Soy un oyente de la emisora desde hace más de veinte años y durante todo este tiempo he podido comprobar la evolución de toda su programación, desde los tiempos de José Carlos Cabello hasta los de Jacobo Durán-Loriga (presentadores de Conversación galante y La noche cromática, respectivamente). Con alguna que otra pifia de por medio, la emisora siempre había mantenido una coherencia inquebrantable en las maneras de presentarnos la música, con un absoluto respeto al texto sonoro, sin interferencias ni omisiones de ningún tipo, ya sea en la noticia de los intérpretes o en la del músico, con la obligada fermata al principio y al final de cada audición, con un amable decoro en las formas, sin envaramiento ni pedantería.
Esto ha empezado a cambiar. Desde primeros de septiembre, la llegada a la dirección de la radio culta del ubicuo Fernando Palacios ha coincidido con un lamentable plan de eutanasia laboral: Araceli González Campa, Fernando Argenta (cuyo programa nunca me gustó), el mencionado Durán-Loriga y su compañera de programa María Santacecilia, entre otros, han sido prejubilados. Lo peor, sin embargo, es la derrota que este nuevo director ha tomado. Los nuevos locutores están aquejados de una incontinencia verbal que resulta agotadora, no paran de hablar y hablar y hablar y hablar y hablar...

martes, 11 de noviembre de 2008

Citas

Hace unos días, mientras hablaba con Juan Bonilla de unos libros editados por Zut, recordamos aquel suplemento cultural editado por el Diario de Jerez a finales de los ochenta y que él coordinaba con José Mateos.
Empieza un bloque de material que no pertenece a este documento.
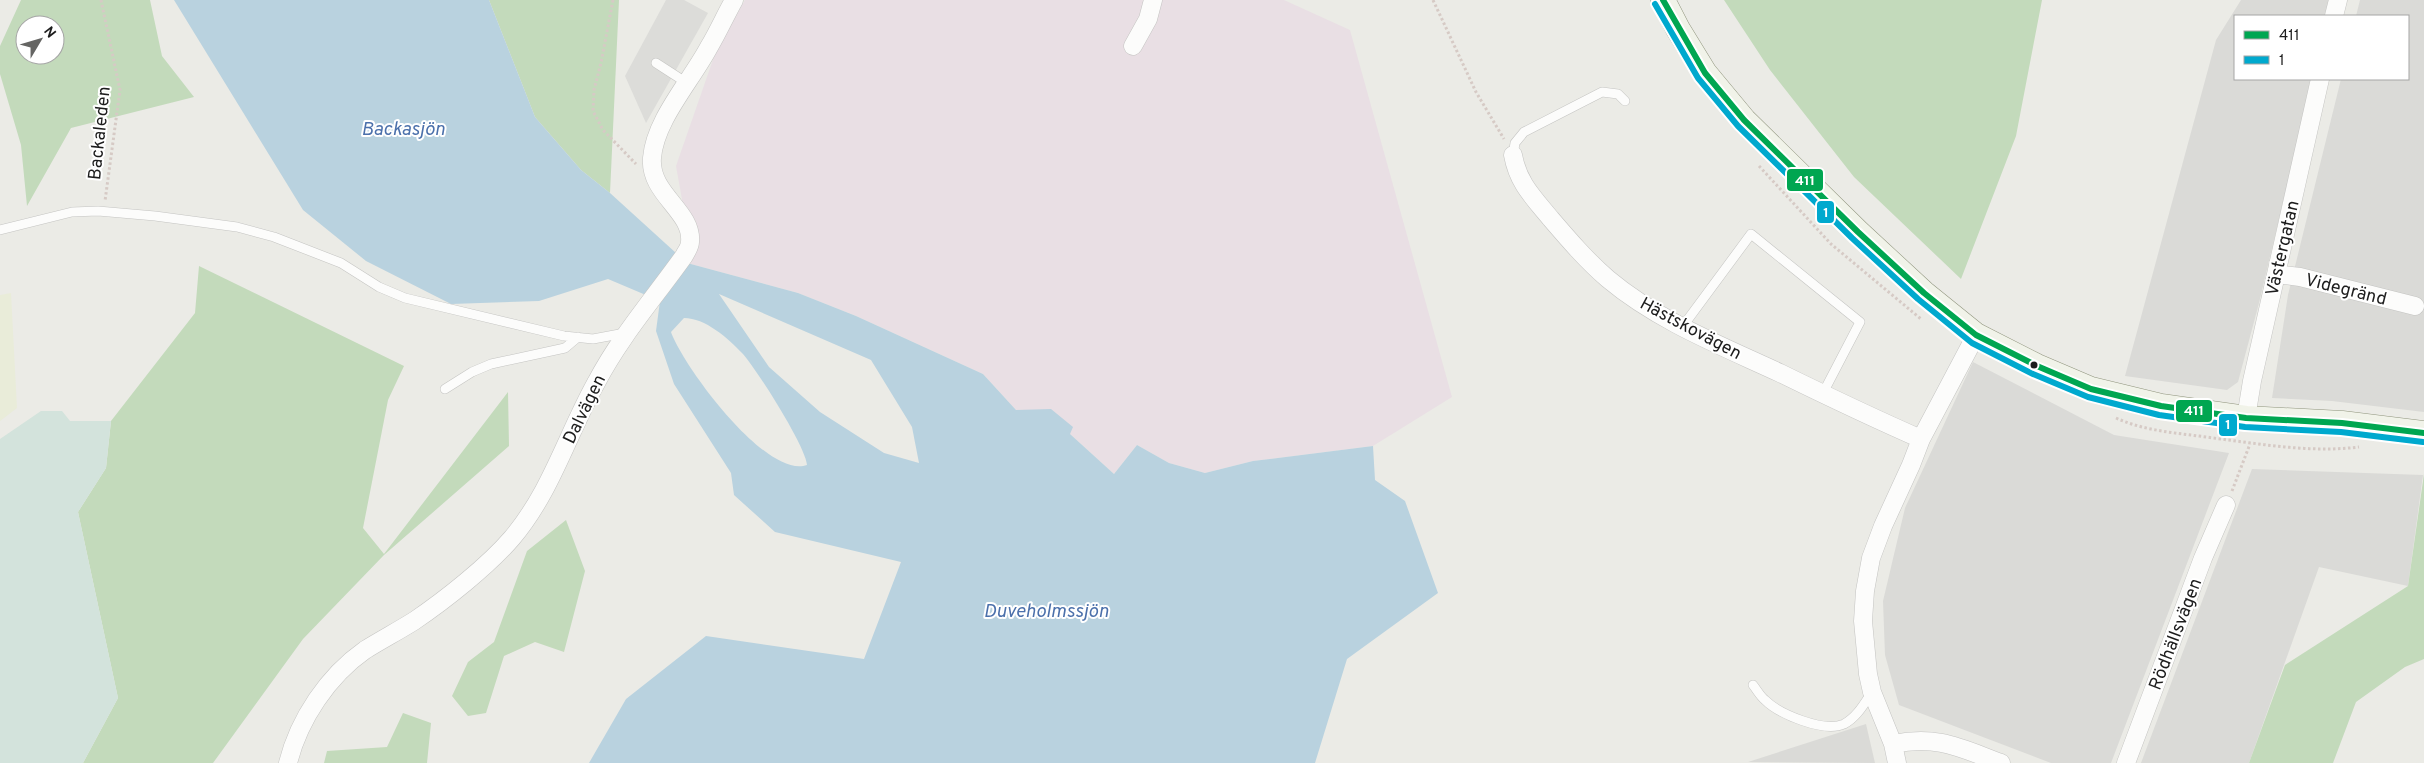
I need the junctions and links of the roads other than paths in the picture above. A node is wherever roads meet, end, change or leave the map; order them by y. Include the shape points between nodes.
1 (734, 0) edge
2 (1153, 0) edge
3 (1663, 0) edge
4 (2338, 0) edge
5 (2334, 15) edge
6 (1134, 46) dead end
7 (656, 63) dead end
8 (2320, 80) edge
9 (687, 83) junction
10 (1625, 101) dead end
11 (1513, 155) joint
12 (0, 230) edge
13 (2276, 274) junction
14 (2415, 306) dead end
15 (1683, 326) junction
16 (626, 332) junction
17 (1976, 335) junction
18 (578, 337) junction
19 (445, 389) dead end
20 (1822, 394) junction
21 (2246, 418) junction
22 (2424, 433) edge
23 (1921, 439) junction
24 (2226, 505) road end
25 (1753, 684) dead end
26 (1872, 692) junction
27 (1893, 744) junction
28 (288, 763) edge
29 (1896, 763) edge
30 (2002, 763) edge
31 (2126, 763) edge

1 - 9 street
2 - 6 street via 1148,19
3 - 17 street via 1705,73 1744,120 1858,232 1924,293
4 - 5 street
7 - 9 lane
8 - 13 street, Västergatan
9 - 16 street, Dalvägen via 658,133 652,168 655,182 683,218 690,243 684,256
10 - 11 lane via 1618,94 1602,92 1524,132 1515,143
11 - 15 street, Hästskovägen via 1516,173 1526,188 1587,260 1641,303
12 - 18 lane via 72,212 103,211 237,227 341,262 379,287 405,298 481,318
13 - 14 street, Videgränd
13 - 21 street, Västergatan
15 - 20 street, Hästskovägen
15 - 20 lane via 1750,234 1860,322
16 - 18 lane via 594,340
16 - 28 street, Dalvägen via 594,385 546,490 525,520 504,545 459,586 415,620 346,665 312,706
17 - 21 street via 2092,389 2161,406
17 - 23 street
18 - 19 lane via 565,348 491,364
20 - 23 street, Hästskovägen
21 - 22 street via 2342,423
23 - 26 street via 1871,558 1863,621
24 - 31 street, Rödhällsvägen
25 - 26 lane via 1778,710 1825,727 1843,725 1859,712
26 - 27 street
27 - 29 street
27 - 30 street via 1936,741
Citas, que así se llamaba, fue sin exagerar uno de los mejores suplementos culturales que se publicaban en prensa. En él escribían, además de los "locales" Francisco Bejarano y Benítez Reyes, los "vecinos" Aquilino Duque, Fernando Ortiz y Abelardo Linares. A éstos se sumaban otros como García Martín y Andrés Trapiello, de quien se dieron a conocer algunas páginas entonces inéditas del primero de sus diarios. Gracias a los poemas que se incluían en cada número se me dieron a conocer a poetas que empezaban como Vicente Gallego o Carlos Marzal, hoy ya voces consagradas. De Citas me gustaba el tono combativo y mordaz de sus críticas, y sobre todo la frescura que destilaba en su empeño por editar un suplemento de alcance nacional en una ciudad de provincia.
De esto hace ya veinte años. Yo, sin embargo, no era consciente el otro día con Bonilla de que hacía tanto. Recuerdo que entonces, allá por 1988, cuando escuchaba la música que la Velvet había compuesto en 1968, me parecía como de otro mundo lejanísimo, de otra época casi. Hoy estoy de Citas a la misma distancia... y es desconsolador.
"No hay nada como el tiempo para pasar", que decía Vinicius de Moraes

viernes, 7 de noviembre de 2008

Redel


En Casa del Libro estamos de enhorabuena. El próximo martes a las siete y media presentaremos las memorias de Wyndham Lewis, Estallidos y bombardeos, publicadas por Impedimenta y traducidas por Yolanda Morató.
Lo que viene haciendo Enrique Redel, editor de este exquisito sello, es impagable. Basta echar un vistazo a su catálogo para salir de dudas. Hace pocos días se le concedió el Llibreter (el premio de los libreros catalanes) al libro Botchan, de Natsume Sôseki, editado por él en marzo. Estoy convencido de que mis colegas catalanes han premiado sobre todo la labor extraordinaria de este joven editor que puede presumir, entre otras lindezas, de dar a conocer al escritor Stanislaw Lem a un público no familiarizado con la ciencia ficción. Además, y esto lo sufrimos quienes trabajamos en una librería, nunca le podremos agradecer la mesurada aparición de novedades en un mercado muy saturado. Se lo decía esta misma tarde a Lucía, una vieja compañera de trabajo: los libros de Enrique dan prestigio a las librerías.